Purvis grad reportedly detained in Turkey - WDAM.COM - TV 7 - News, Weather and Sports

Purvis grad reportedly detained in Turkey - WDAM.COM - TV 7 - News, Weather and Sports
by Brad Kessie (WLOX)

US tourist who says he picked up stones on Turkish beach faces smuggling charges

US tourist who says he picked up stones on Turkish beach faces smuggling charges
AP Journalist Suzan Fraser

US tourist faces trial in Turkey - WHLT 22 Connecting the Pine Belt

US tourist faces trial in Turkey - WHLT 22 Connecting the Pine Belt

Part 2 - The End of a Vacation / The Beginning of a Nightmare [Updated]

Sunday, 14 April 2013 - Part 2
Antalya, Turkey


Once we arrived at the Police Precinct, I was shuffled through their entrance and came face to face with many more police officers.  They were all ordering me to do something different and no one was doing it in English.  They had an xray belt and once again I was being told to put my luggage through it, but wait no, don't do that.  We want you to empty the luggage.  Then someone with higher rank enters the room and wants me to go back to an interrogation room instead.  I sat back in that room in a chair for over an hour answering question that were being asked in Turkish by an uptight angry sounding policeman whose words were being translated by a meek and quiet Securitas Security Guard from the airport who's English was barely passing.  Another officer joined the room and the conversation at one point.  He was younger than the other officers but wore officer rank on his collar resembling that of an Army Major.   He spoke English pretty well, much better than my translator, and he began to talk to me about the offense of taking cultural artifacts from Turkey.  He told me I shouldn't worry about it, it's no big deal.  He said they see it all the time and that they are fully aware of the fact that I didn't realize I was doing anything illegal.  "This will all go smoothly" he said.  He told me I was not under arrest, but they had to take me to a doctor and get my fingerprints and photos taken that night and the next day I would see the Judge.
It all sounded pretty easy.  I thought surely I would be on a plane back to my family the next day.  He did say I would see the judge around 11AM.  But now, it was time to sign papers... stacks of papers I didn't understand, briefly summarized into a sentence or two of English.  Then I was presented with papers to inform my Consulate, or not to inform my Consulate of the situation.  I was told that usually, you inform the consulate if you are arrested, but since I was not arrested, it would probably only make my consulate think I'd done something bad.  So in a way, I was sort of talked into opting out of informing my Consulate.  Remember, I'm being lead to believe that this will all be over the next day.  Why would I want anything to happen that would extend the time it takes to clear this all up?
The next thing that happened:  All of my personal items were taken from me, my phone, wallet, everything in my pockets and inventoried.  They put it in a bag and told me I could have it back the next day.  They almost made me remove my piercings to put in the bag too but an older gentle fellow type policeman who'd sat quiet through all of it voiced his disagreement and ultimately allowing me to retain some dignity.
So I was loaded into a police van outside the precinct and found myself riding alongside two criminals who were handcuffed together.  I have no clue what they'd done.  The rest of the van filled up with policemen and then we were off, headed to some local doctor whom I would later discover, had some kind of contract with the police for fast and easy service. (EDIT: this is a failsafe procedure to prevent Police brutality and to prevent the detained from claiming they were abused by police)  At the rundown, ramshackle doctor's office, all three of us prisoners were lead into an examination room where we were asked if we were feeling ok or if we hurt anywhere.  It was actually one of the other prisoners who translated the questions for me.  Get that.
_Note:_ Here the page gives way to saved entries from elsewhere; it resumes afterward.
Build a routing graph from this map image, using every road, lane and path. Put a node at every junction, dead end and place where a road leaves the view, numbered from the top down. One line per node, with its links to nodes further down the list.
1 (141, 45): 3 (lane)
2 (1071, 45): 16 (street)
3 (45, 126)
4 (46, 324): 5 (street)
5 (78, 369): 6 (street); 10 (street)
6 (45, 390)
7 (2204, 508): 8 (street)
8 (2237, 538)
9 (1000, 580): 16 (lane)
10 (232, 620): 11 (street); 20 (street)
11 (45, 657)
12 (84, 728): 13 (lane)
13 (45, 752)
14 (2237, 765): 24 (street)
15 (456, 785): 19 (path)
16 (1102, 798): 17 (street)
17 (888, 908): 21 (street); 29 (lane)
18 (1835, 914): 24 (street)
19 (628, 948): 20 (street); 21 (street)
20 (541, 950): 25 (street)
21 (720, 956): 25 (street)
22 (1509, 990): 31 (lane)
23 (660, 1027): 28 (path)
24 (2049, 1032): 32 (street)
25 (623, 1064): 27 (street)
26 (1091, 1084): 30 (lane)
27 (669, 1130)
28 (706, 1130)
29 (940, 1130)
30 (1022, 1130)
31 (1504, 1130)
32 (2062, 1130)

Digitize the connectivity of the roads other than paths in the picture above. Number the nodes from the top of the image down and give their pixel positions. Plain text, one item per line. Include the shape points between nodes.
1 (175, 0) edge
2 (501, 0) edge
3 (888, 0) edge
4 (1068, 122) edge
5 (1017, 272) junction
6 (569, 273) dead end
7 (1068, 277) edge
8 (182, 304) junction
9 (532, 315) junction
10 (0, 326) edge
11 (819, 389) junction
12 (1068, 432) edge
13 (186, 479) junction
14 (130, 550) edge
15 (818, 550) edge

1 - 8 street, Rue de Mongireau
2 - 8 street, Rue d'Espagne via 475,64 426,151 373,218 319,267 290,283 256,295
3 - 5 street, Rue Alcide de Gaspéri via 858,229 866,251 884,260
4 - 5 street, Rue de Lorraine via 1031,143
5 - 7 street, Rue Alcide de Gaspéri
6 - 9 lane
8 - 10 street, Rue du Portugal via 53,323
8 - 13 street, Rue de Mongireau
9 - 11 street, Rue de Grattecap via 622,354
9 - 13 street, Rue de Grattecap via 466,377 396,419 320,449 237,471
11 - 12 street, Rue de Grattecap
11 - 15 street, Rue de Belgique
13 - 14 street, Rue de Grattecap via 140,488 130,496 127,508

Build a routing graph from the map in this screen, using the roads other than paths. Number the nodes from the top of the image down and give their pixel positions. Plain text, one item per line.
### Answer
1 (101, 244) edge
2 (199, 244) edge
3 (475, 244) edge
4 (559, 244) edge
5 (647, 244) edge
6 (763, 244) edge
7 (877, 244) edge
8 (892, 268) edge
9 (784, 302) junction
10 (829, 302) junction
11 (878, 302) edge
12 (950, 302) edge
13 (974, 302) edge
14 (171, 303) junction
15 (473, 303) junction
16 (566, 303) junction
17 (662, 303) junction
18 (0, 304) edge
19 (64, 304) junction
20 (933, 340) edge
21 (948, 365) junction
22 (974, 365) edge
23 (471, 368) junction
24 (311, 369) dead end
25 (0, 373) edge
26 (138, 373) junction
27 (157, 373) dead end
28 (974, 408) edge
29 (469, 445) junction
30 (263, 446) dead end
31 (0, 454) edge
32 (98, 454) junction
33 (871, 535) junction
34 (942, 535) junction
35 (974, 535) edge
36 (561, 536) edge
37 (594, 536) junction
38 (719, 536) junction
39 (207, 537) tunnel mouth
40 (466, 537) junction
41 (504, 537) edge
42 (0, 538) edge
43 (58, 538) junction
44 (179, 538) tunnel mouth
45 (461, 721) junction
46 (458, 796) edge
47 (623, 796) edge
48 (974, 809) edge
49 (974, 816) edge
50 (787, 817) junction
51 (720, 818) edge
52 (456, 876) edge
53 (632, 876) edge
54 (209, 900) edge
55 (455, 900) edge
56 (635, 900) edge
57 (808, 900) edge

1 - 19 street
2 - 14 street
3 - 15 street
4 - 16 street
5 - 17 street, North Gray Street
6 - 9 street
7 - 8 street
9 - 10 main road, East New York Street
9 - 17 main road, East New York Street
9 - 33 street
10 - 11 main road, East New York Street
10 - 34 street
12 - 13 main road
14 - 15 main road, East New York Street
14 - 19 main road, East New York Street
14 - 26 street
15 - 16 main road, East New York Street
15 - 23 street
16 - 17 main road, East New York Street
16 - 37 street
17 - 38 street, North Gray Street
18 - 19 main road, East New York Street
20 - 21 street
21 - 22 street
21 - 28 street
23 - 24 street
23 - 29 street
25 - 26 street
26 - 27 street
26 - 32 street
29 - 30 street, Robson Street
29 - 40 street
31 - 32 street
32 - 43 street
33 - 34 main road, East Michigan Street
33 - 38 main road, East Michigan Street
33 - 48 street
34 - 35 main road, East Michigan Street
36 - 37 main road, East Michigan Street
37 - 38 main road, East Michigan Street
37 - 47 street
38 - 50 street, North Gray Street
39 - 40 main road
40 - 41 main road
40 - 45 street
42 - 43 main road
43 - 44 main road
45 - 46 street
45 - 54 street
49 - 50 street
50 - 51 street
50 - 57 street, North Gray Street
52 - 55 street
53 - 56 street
The Cops nor the doctor could (not that I think everyone should be able to speak English, it is just interesting sometimes who can and who can't).  After replying that I was fine, I got a stamp on my paper and we were back in the van.
Our next destination was another Police Precinct somewhere a good ways away.  The parking lot was full of police vehicles and there were some cops walking around with some mean looking firearms shoulder slung with grip in hand.  The cop who escorted me this time was a prick (personal opinion here of someone's personality.  Not a judgement of his job performance).  He didn't tell me where to go, he just did a lot of shoving and pushing.  I was lead inside to sit on some ancient metal bench until the fingerprint guy was ready for me.  The had a roller of black ink and a long table that the ran the roller across several times to make a big black strip.  Then he took each finger from both hands and made two copies of finger print cards.  Back to the bench for me and then eventually into a little corner for mug shots.  Frontal, left and right with the little scale in front of me... the real deal.  I'd been awake for about 20 hours already by then and been through the mill so I'm sure they were amazing mug shots.  Then once again, I had to sit on the metal bench.  The rude annoying cop was sitting close to me and the poor English speaking translator as well.  Must have sucked for him too because at one time during the long wait he asked me "Are you bored?"  Totally caught me off guard.  I told him "No, I'm distressed, tired, upset and miss my family.  You're bored".  He said "A little bit, yes".  Amazing... The annoying, self important cop blabbered on and on talking to some other criminal that was lead in, and later he became obsessed with my American passport, thumbing through it page for page and reading all the quotes, looking at pictures and admiring my visa stamps.  He handled it more than I ever have.  He also got into a sneezing fit and thoroughly contaminated my passport.  I passed out multiple times sitting on that bench, awakened over and over but unable to just stay fully awake.
When finally we left the building and I was shoved back into the van, the other prisoners were no longer there.  Two cops were driving, the translator and I were in the back and then the mean cop climbed in with us.  I didn't have a jacket since they'd taken it from me back at the first precinct and now the door is open wide and cops are just shooting the shit and talking to each other like they hadn't seen each other in years.  I'm now freezing on top of the list of other things that sucked about the night.  Once we drove out of the parking lot and back onto the streets, I quickly began to miss the relative safety of that old metal bench.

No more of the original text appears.